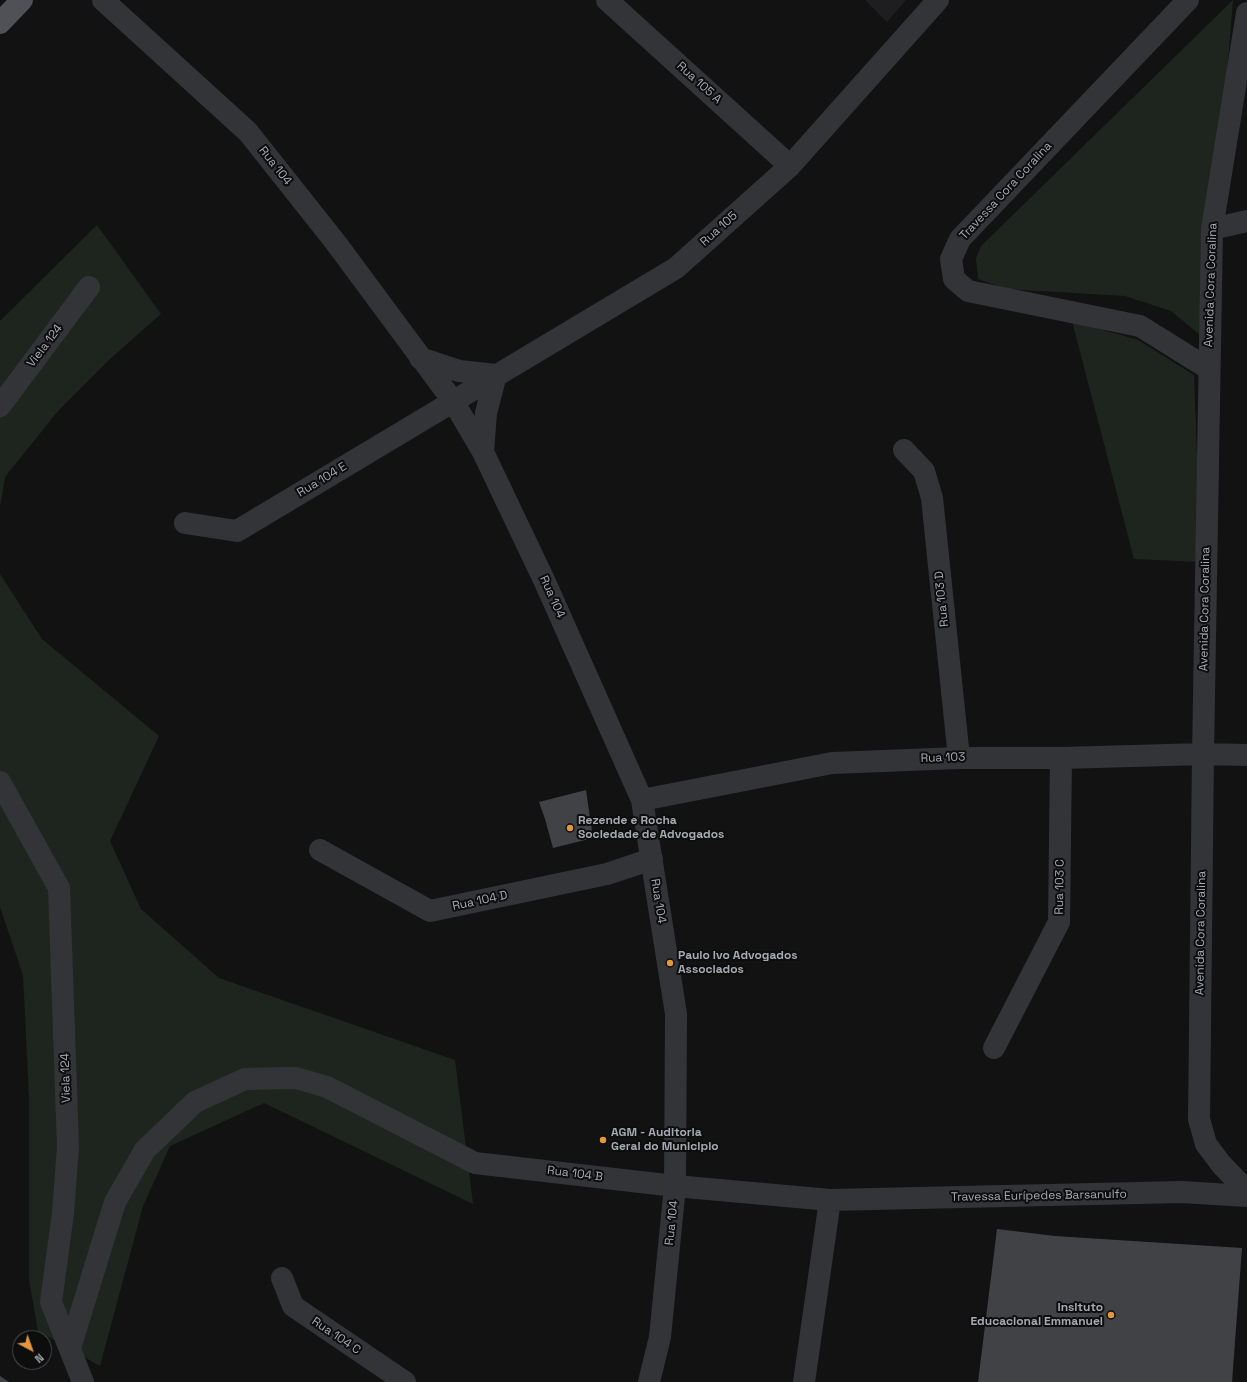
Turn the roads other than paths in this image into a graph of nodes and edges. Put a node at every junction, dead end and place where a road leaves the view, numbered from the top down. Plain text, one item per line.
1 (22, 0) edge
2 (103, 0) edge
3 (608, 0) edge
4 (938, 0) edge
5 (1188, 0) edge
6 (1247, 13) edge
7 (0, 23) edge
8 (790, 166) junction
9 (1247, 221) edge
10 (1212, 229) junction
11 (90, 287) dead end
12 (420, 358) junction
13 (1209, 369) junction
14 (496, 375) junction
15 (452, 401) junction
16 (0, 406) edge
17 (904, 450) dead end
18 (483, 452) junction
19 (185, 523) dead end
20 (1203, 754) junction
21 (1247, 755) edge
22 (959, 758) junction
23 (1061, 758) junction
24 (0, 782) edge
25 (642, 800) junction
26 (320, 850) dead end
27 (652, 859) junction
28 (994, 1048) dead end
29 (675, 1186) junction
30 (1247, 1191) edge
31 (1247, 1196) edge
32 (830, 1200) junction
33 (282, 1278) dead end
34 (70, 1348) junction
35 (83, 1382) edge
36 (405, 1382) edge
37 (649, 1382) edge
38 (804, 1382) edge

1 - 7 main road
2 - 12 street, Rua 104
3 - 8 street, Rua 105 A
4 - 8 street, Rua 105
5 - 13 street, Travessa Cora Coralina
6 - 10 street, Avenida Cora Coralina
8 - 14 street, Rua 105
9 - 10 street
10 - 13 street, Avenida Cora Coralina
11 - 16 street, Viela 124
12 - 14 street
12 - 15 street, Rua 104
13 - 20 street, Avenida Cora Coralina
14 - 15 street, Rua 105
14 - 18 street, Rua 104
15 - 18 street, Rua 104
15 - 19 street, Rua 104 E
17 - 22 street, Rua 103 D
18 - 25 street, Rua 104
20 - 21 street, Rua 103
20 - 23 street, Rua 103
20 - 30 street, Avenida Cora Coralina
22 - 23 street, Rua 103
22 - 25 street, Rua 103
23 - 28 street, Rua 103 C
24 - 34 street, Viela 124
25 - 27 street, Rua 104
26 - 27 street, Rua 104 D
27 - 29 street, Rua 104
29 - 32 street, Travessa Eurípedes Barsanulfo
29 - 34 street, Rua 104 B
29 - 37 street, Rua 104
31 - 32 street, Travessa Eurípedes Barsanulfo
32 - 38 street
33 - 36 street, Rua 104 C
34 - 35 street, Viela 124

_ _ _

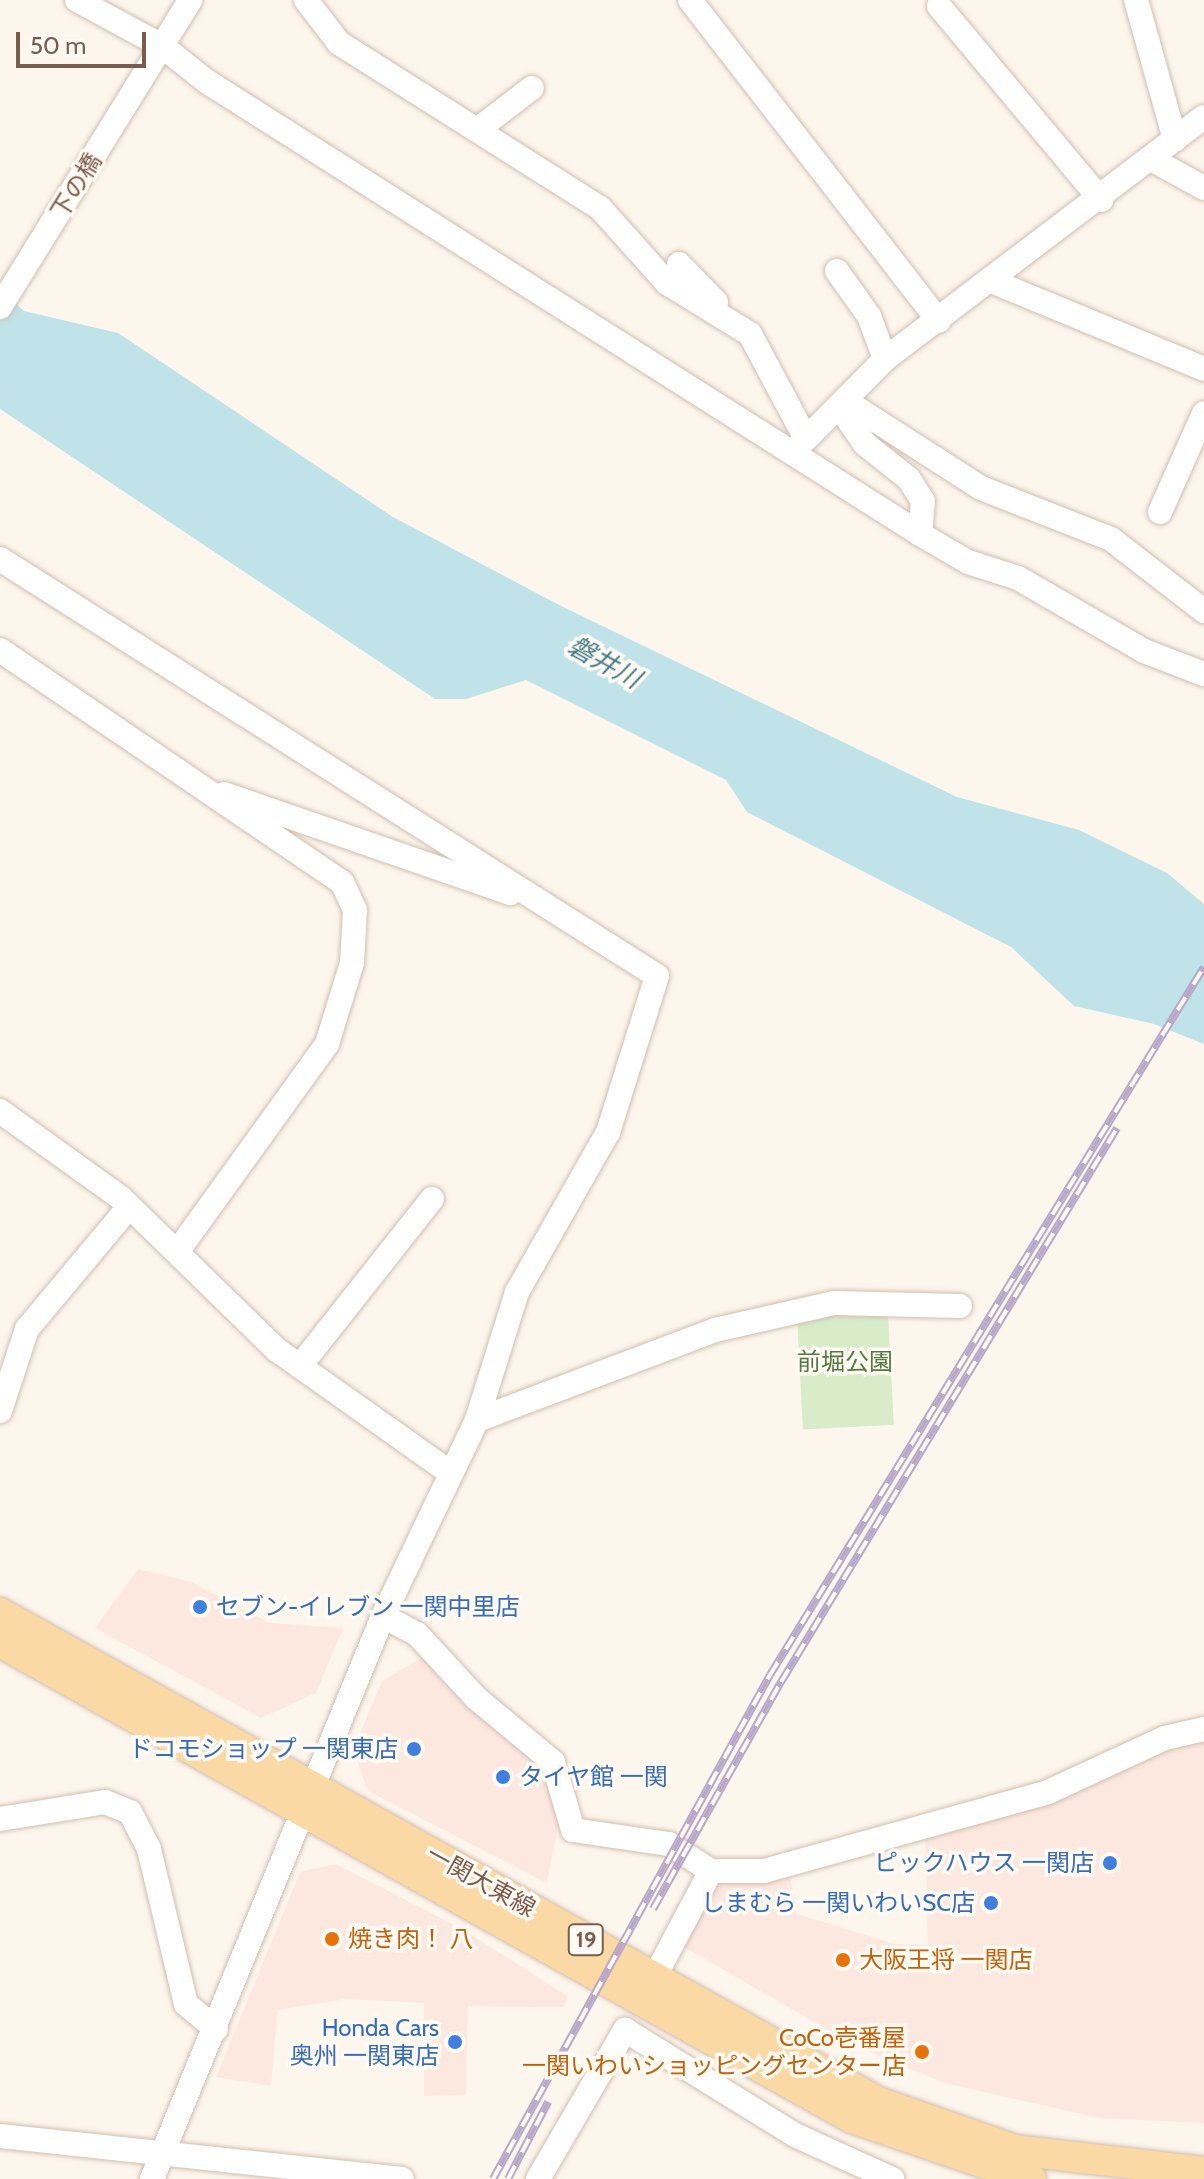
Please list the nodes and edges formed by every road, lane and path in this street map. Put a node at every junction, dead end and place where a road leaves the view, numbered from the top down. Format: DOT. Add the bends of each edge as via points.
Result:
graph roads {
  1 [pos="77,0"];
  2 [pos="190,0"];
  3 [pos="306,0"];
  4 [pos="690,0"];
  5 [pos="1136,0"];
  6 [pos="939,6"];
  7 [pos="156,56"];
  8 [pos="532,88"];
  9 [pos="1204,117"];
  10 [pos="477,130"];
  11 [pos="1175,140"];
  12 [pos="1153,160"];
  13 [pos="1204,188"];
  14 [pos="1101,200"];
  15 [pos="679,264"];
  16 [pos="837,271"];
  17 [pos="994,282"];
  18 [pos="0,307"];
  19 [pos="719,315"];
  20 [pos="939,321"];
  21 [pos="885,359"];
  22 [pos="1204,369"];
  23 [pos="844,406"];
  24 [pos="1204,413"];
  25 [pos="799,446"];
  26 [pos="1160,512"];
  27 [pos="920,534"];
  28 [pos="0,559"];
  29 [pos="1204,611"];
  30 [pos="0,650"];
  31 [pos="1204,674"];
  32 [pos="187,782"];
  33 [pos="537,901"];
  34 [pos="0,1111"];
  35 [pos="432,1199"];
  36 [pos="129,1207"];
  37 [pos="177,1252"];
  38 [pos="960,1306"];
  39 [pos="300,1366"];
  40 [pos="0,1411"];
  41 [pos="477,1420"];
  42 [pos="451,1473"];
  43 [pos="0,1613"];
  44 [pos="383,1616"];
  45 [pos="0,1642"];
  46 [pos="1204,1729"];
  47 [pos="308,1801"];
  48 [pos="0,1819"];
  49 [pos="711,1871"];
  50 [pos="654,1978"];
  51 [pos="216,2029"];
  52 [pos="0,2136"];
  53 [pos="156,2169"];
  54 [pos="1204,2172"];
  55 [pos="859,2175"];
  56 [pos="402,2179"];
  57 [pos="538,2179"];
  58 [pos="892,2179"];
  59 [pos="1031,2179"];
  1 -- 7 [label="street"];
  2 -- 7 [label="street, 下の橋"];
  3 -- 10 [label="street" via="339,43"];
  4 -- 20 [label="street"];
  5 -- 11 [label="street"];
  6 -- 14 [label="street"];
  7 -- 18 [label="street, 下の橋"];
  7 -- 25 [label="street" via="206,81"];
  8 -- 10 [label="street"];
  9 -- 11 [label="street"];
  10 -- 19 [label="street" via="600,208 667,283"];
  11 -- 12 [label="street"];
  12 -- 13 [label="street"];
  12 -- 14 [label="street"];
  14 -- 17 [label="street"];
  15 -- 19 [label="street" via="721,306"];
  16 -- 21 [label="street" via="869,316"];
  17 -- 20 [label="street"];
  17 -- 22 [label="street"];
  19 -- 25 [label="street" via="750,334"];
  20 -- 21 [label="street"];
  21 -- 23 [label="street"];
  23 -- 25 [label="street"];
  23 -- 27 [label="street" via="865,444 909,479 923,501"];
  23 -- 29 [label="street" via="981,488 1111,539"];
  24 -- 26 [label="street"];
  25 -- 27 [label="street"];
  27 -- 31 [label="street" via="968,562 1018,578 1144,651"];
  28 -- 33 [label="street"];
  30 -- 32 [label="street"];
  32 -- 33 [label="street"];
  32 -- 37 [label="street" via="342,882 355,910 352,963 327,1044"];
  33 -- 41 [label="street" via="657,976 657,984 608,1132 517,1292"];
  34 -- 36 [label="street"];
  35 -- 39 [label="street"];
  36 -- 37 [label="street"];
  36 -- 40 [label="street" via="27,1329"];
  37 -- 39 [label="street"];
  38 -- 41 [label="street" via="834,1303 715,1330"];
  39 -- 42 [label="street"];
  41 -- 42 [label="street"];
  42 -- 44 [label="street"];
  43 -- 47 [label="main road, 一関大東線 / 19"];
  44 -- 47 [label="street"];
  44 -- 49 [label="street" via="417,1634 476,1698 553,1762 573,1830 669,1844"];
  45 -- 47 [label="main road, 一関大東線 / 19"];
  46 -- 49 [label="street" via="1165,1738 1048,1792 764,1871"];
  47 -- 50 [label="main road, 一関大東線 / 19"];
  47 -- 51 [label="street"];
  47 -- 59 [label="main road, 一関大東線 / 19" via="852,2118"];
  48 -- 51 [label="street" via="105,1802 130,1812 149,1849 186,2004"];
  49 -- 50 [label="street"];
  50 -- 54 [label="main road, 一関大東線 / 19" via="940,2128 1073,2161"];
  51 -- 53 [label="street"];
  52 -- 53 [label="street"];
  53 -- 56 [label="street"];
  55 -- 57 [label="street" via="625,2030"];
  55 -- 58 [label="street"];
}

_ _ _

Goal of the exercise
Pull out every line of the records above that contains the word "this".

Response box
Turn the roads other than paths in this image into a graph of nodes and edges. Put a node at every junction, dead end and place where a road leaves the view, numbered from the top down. Plain text, one item per line.
Please list the nodes and edges formed by every road, lane and path in this street map. Put a node at every junction, dead end and place where a road leaves the view, numbered from the top down. Format: DOT. Add the bends of each edge as via points.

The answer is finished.